The Health Worker

Grace Chouriri cares for fellow exiles because she says it makes her feel that she’s doing something good for her community.

The Health Worker

Grace Chouriri cares for fellow exiles because she says it makes her feel that she’s doing something good for her community.

Grace Chouriri, not her real name, laughs bitterly when asked whether she will ever return to her native home.

“How can I go back and crucify myself?” she asked, shaking her head.

She will talk at length about her objections to the current regime. But she grows quiet when asked personal details about herself and her former life as a healthcare worker in Harare.

Eventually, she divulges rapid-fire details, a bullet-point list of her life so far: she is the youngest of seven children. Two brothers died of AIDS when she was younger. She left her family’s rural home for an urban life where she met and married her husband, who she said also died of AIDS a few years after they were married.

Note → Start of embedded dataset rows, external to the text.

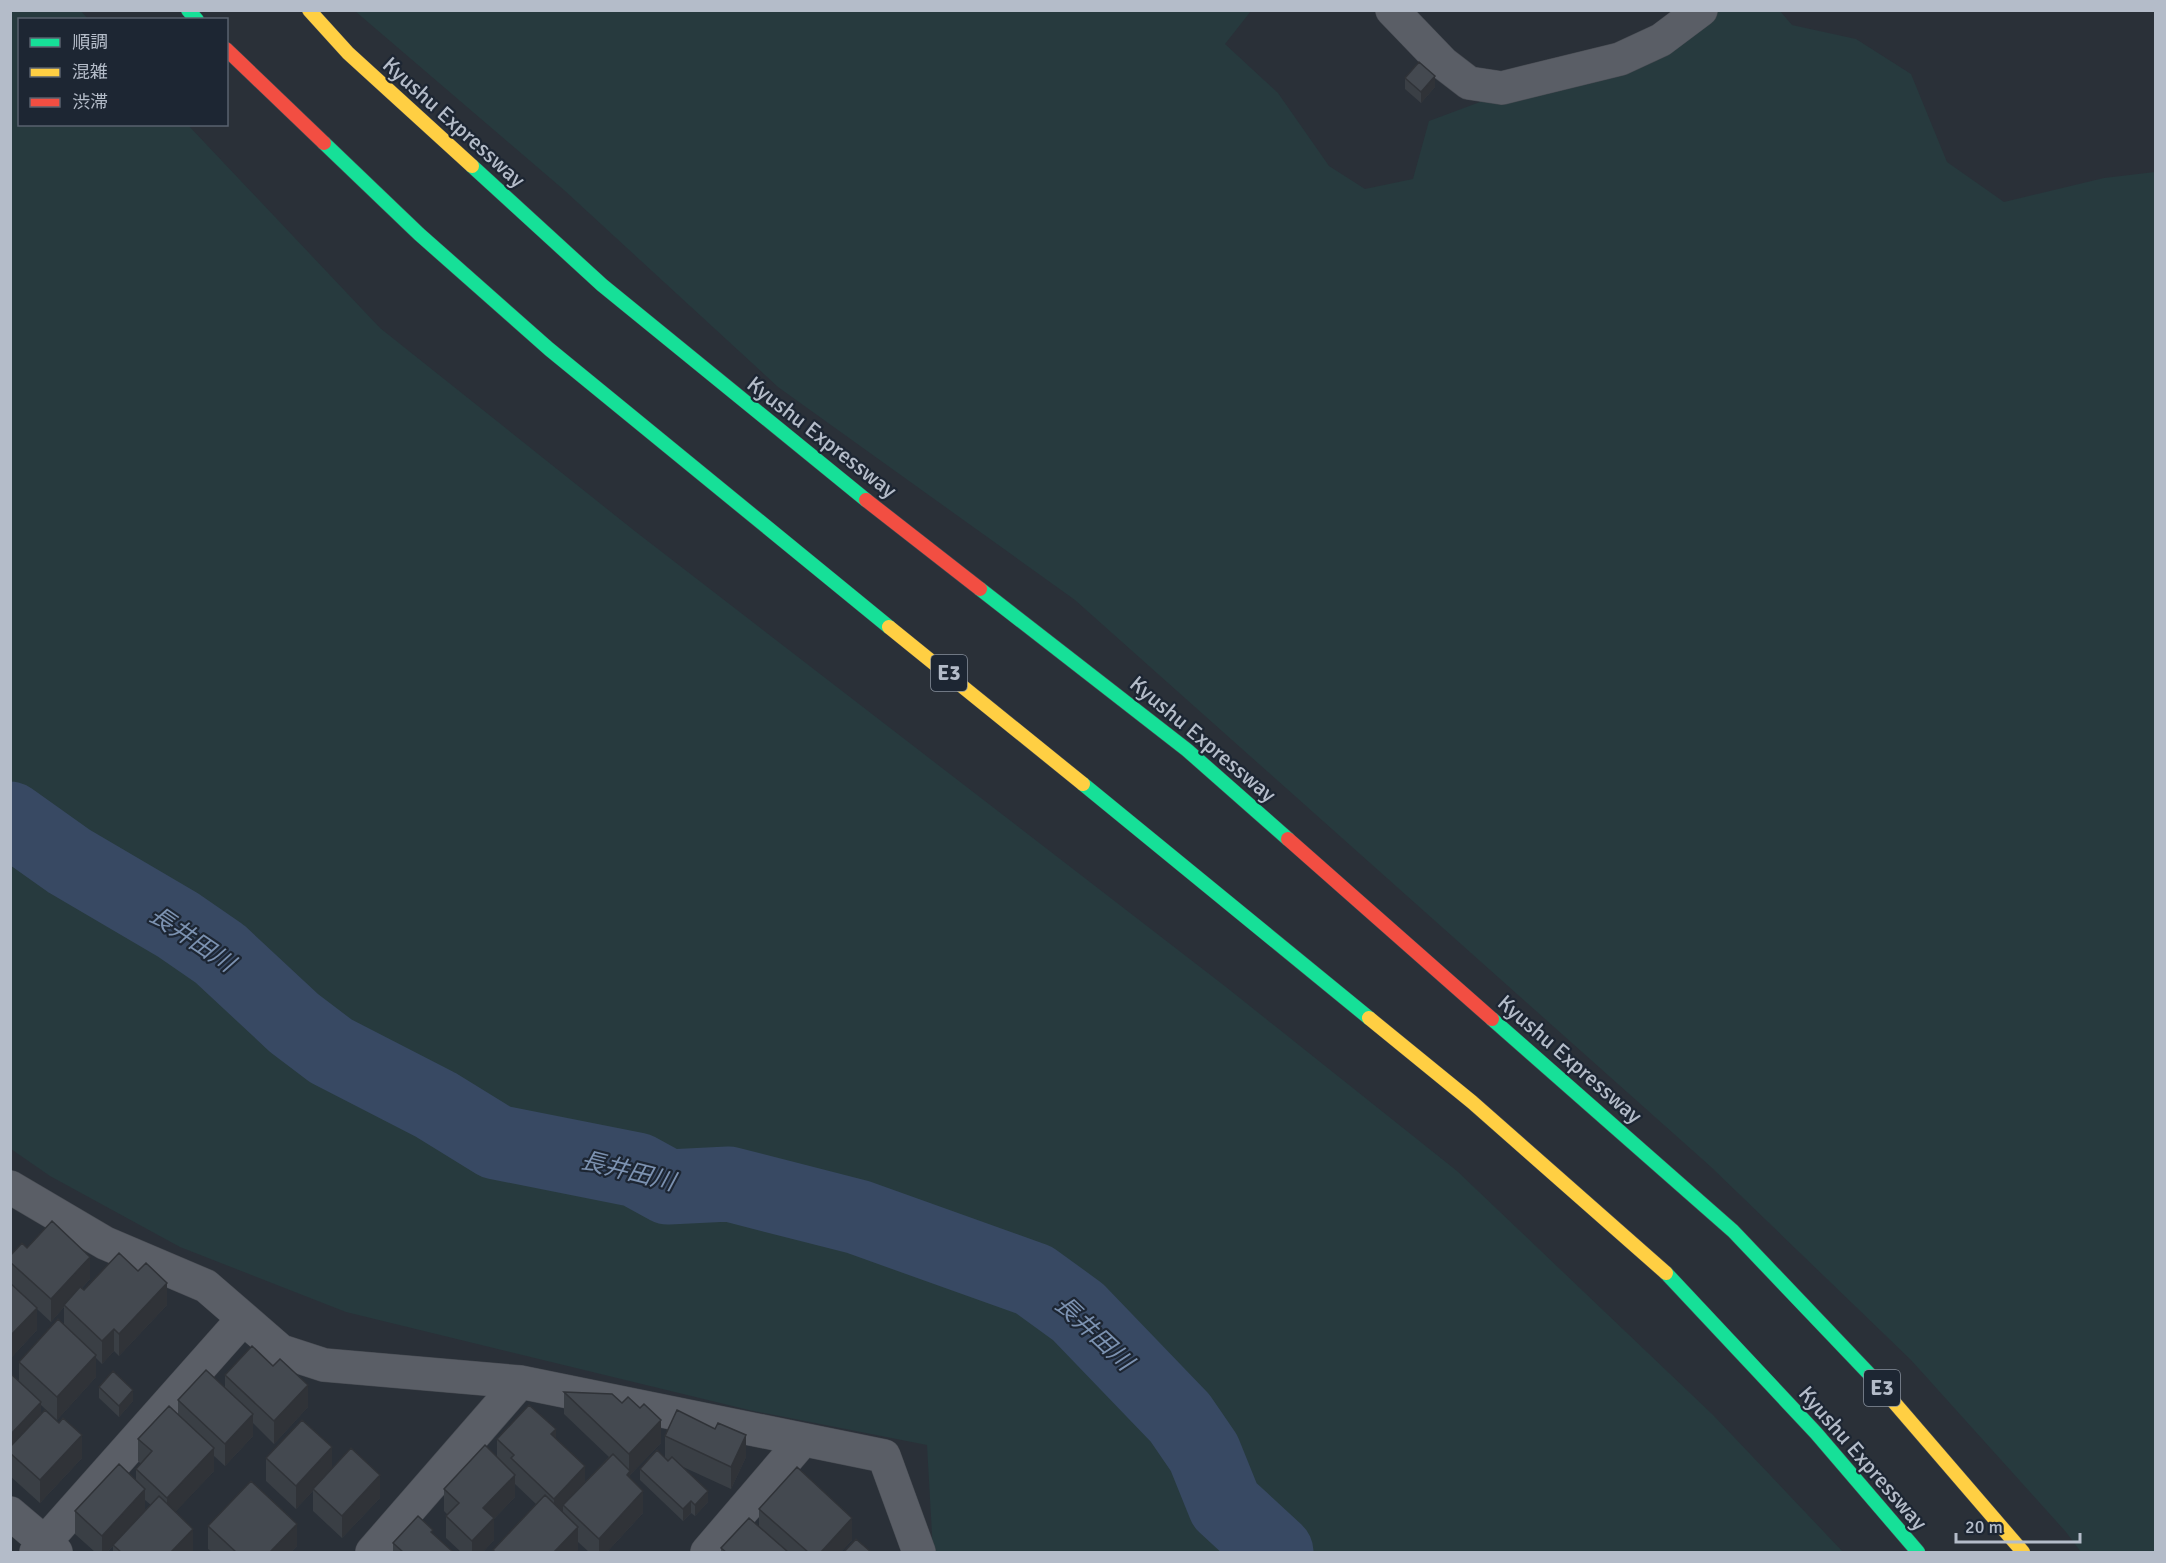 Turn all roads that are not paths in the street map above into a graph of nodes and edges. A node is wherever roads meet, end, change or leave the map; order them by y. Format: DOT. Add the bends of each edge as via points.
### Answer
graph roads {
  1 [pos="309,10"];
  2 [pos="1392,10"];
  3 [pos="1701,10"];
  4 [pos="228,51"];
  5 [pos="10,1187"];
  6 [pos="242,1320"];
  7 [pos="520,1382"];
  8 [pos="802,1441"];
  9 [pos="10,1513"];
  10 [pos="46,1549"];
  11 [pos="372,1552"];
  12 [pos="707,1552"];
  13 [pos="919,1552"];
  14 [pos="1918,1552"];
  15 [pos="2023,1552"];
  1 -- 15 [label="highway, Kyushu Expressway / E3" via="348,53 602,285 794,444 1187,750 1733,1232 1884,1389"];
  2 -- 3 [label="street" via="1443,63 1469,83 1502,88 1620,59 1661,40"];
  4 -- 14 [label="highway, Kyushu Expressway / E3" via="418,234 549,349 1472,1102 1681,1287 1816,1433"];
  5 -- 6 [label="street" via="105,1243 206,1286"];
  6 -- 7 [label="street" via="282,1352 324,1365"];
  6 -- 10 [label="street"];
  7 -- 8 [label="street"];
  7 -- 11 [label="street"];
  8 -- 12 [label="street"];
  8 -- 13 [label="street" via="884,1456"];
  9 -- 10 [label="street"];
}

“I became angry at the lack of options for people who are sick and I started to associate with people who were also angry,” she says matter-of-factly.

The “people” she refers to were members of the Movement for Democratic Change, MDC.

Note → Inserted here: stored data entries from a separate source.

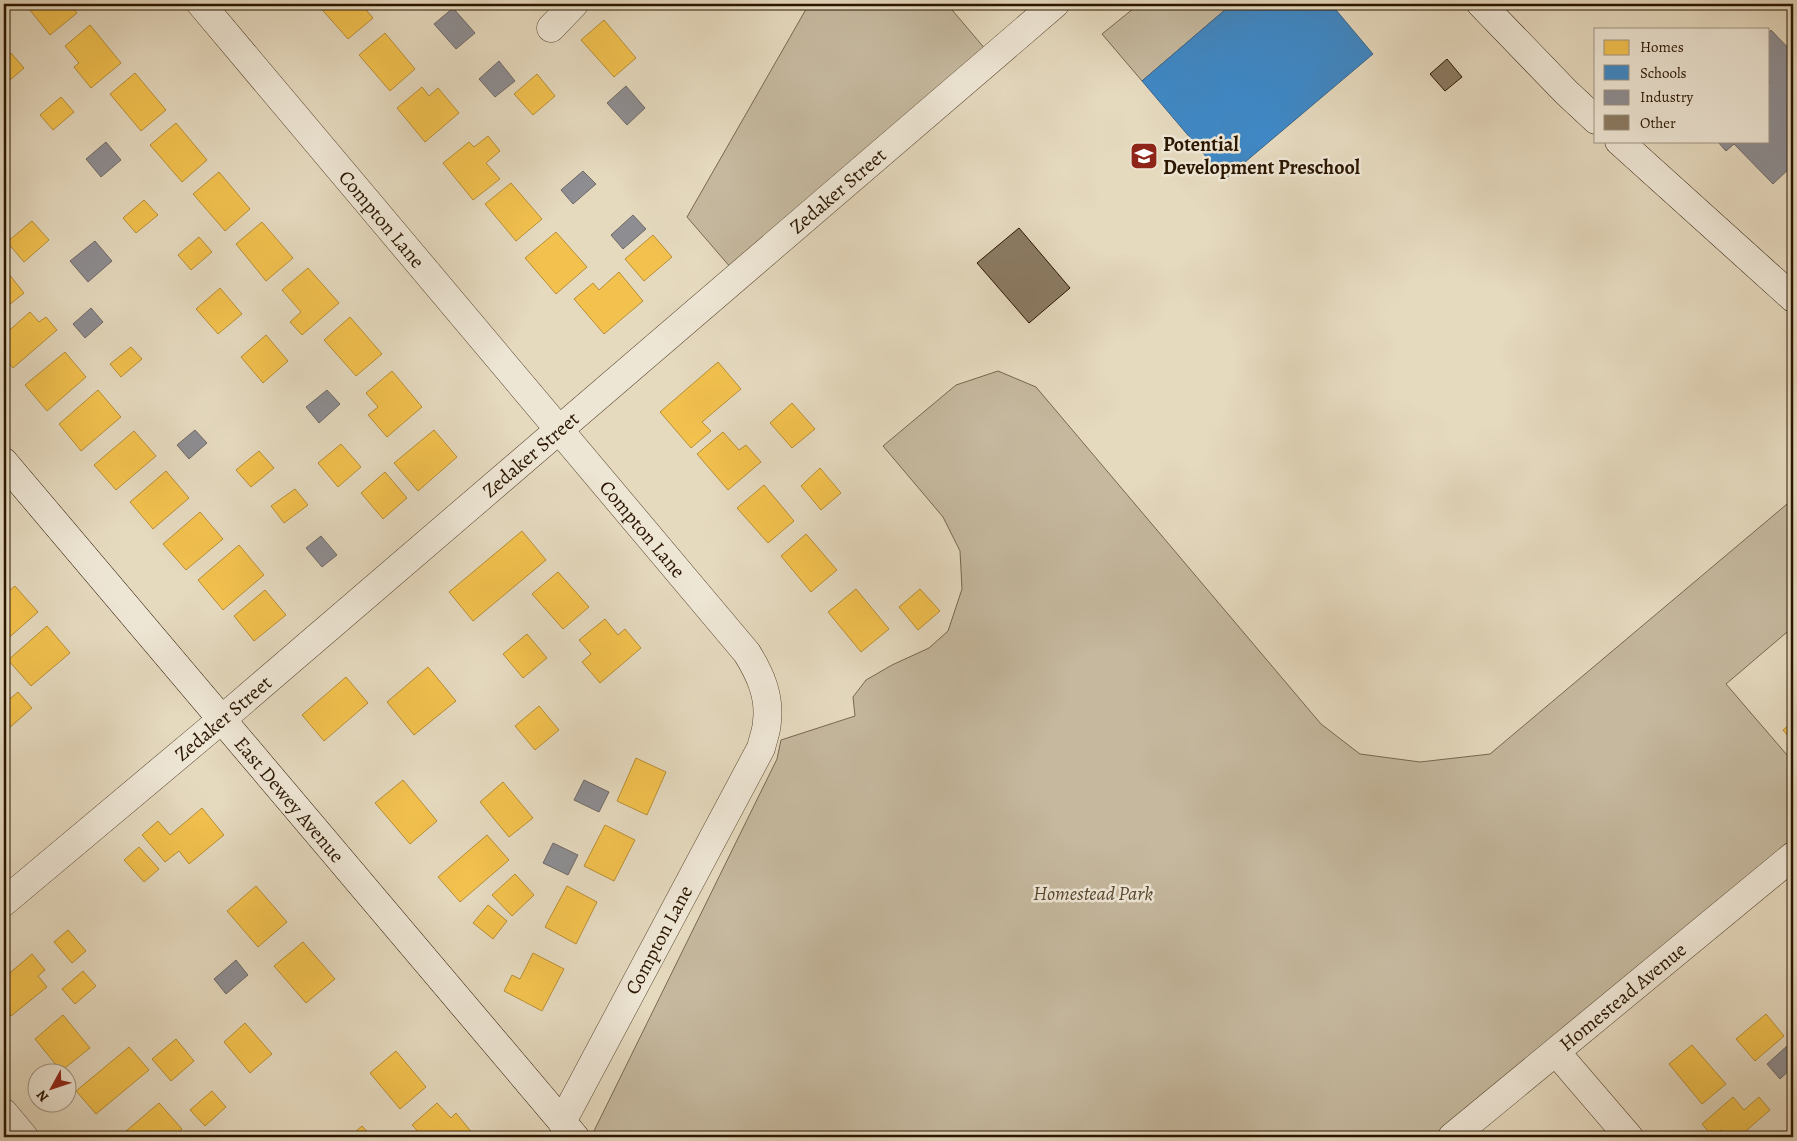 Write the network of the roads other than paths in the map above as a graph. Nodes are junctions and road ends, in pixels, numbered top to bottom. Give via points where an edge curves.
1 (201, 4) edge
2 (574, 4) edge
3 (1055, 4) edge
4 (1481, 4) edge
5 (551, 28) dead end
6 (1594, 118) edge
7 (1620, 142) edge
8 (1793, 298) edge
9 (560, 430) junction
10 (4, 462) edge
11 (221, 720) junction
12 (1793, 856) edge
13 (4, 902) edge
14 (1556, 1052) junction
15 (4, 1113) edge
16 (569, 1130) edge
17 (24, 1137) edge
18 (1452, 1137) edge
19 (1629, 1137) edge

1 - 9 street, Compton Lane
2 - 5 street
3 - 9 street, Zedaker Street
4 - 6 street
7 - 8 street
9 - 11 street, Zedaker Street
9 - 16 street, Compton Lane via 747,653 760,674 768,721 761,748
10 - 11 street, East Dewey Avenue
11 - 13 street, Zedaker Street
11 - 16 street, East Dewey Avenue
12 - 14 street, Homestead Avenue
14 - 18 street, Homestead Avenue
14 - 19 street
15 - 17 street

She refuses to go into what kinds of activities she participated in while she was an activist in Harare, but she offers that “one morning I was told I had to leave for my safety. So I left”.

Nearly eight years have passed and she has created a life of stability for herself as a soft-spoken but committed member of the MDC community in London. Through her work with the group, she met her partner, a man who she will describe only as “kind and hard-working”.

He works two full-time jobs, she said. They had lived with friends for several years but last fall they moved into their own studio near West Ham in east London.

While she said she does not personally plan to return home, she is committed to helping those who she had to leave behind.

“I do not wish to go back,” she said. “They have ruined my country for me. I would not be safe. But I want more for my people. [Morgan] Tsvangirai would have made things better. He was our hope.”

Tsvangirai, the MDC opposition leader who beat Mugabe in a March election, pulled out of a June run-off because of escalating violence.

Chouriri said many of her friends in London’s Zimbabwe activist community have stopped speaking out in recent weeks because of concern for their own safety.

“We are definitely being watched by Mugabe’s security forces,” she said. “We are being careful. But we left our country so we wouldn’t have to hide and we do not want to hide here.”

She begins to open up when asked about her plans for the future.

“I have my refugee status. I want to get back to my health field,” she said. “AIDS does not kill people so quickly in this country like it does in mine. There is hope in this country when you are sick.”

At the moment, she is not working. She said she has tried different odd jobs over the years but ends up losing them when she takes off too much work to care for ill neighbours and friends.

“People know about my background,” she said. “They will come to me. They will want me to look after their children. And I do it. It makes me feel that I am doing something good for my community here.”

She said she is not in regular contact with her family back home but tries to send money to her parents as often as she is able.

“They have nothing,” she said. “I heard that after the March election, two of my brothers were badly beaten. They had broken bones. And we were grateful. Broken bones are not so bad.”

She said one of her parents’ neighbours had been killed in April by a mob of men belonging to the ruling Zanu-PF party.

“He was older than my father and they dragged him from his home and killed him,” she said.

When asked whether she thinks her family will flee the violence, she shakes her head.

“They were born there, and they will never leave,” she said. “They did not understand when I went to [Harare] and they did not understand when I came to London. It is there life there. This is now my life here.”

Jennifer Koons is an IWPR reporter in London.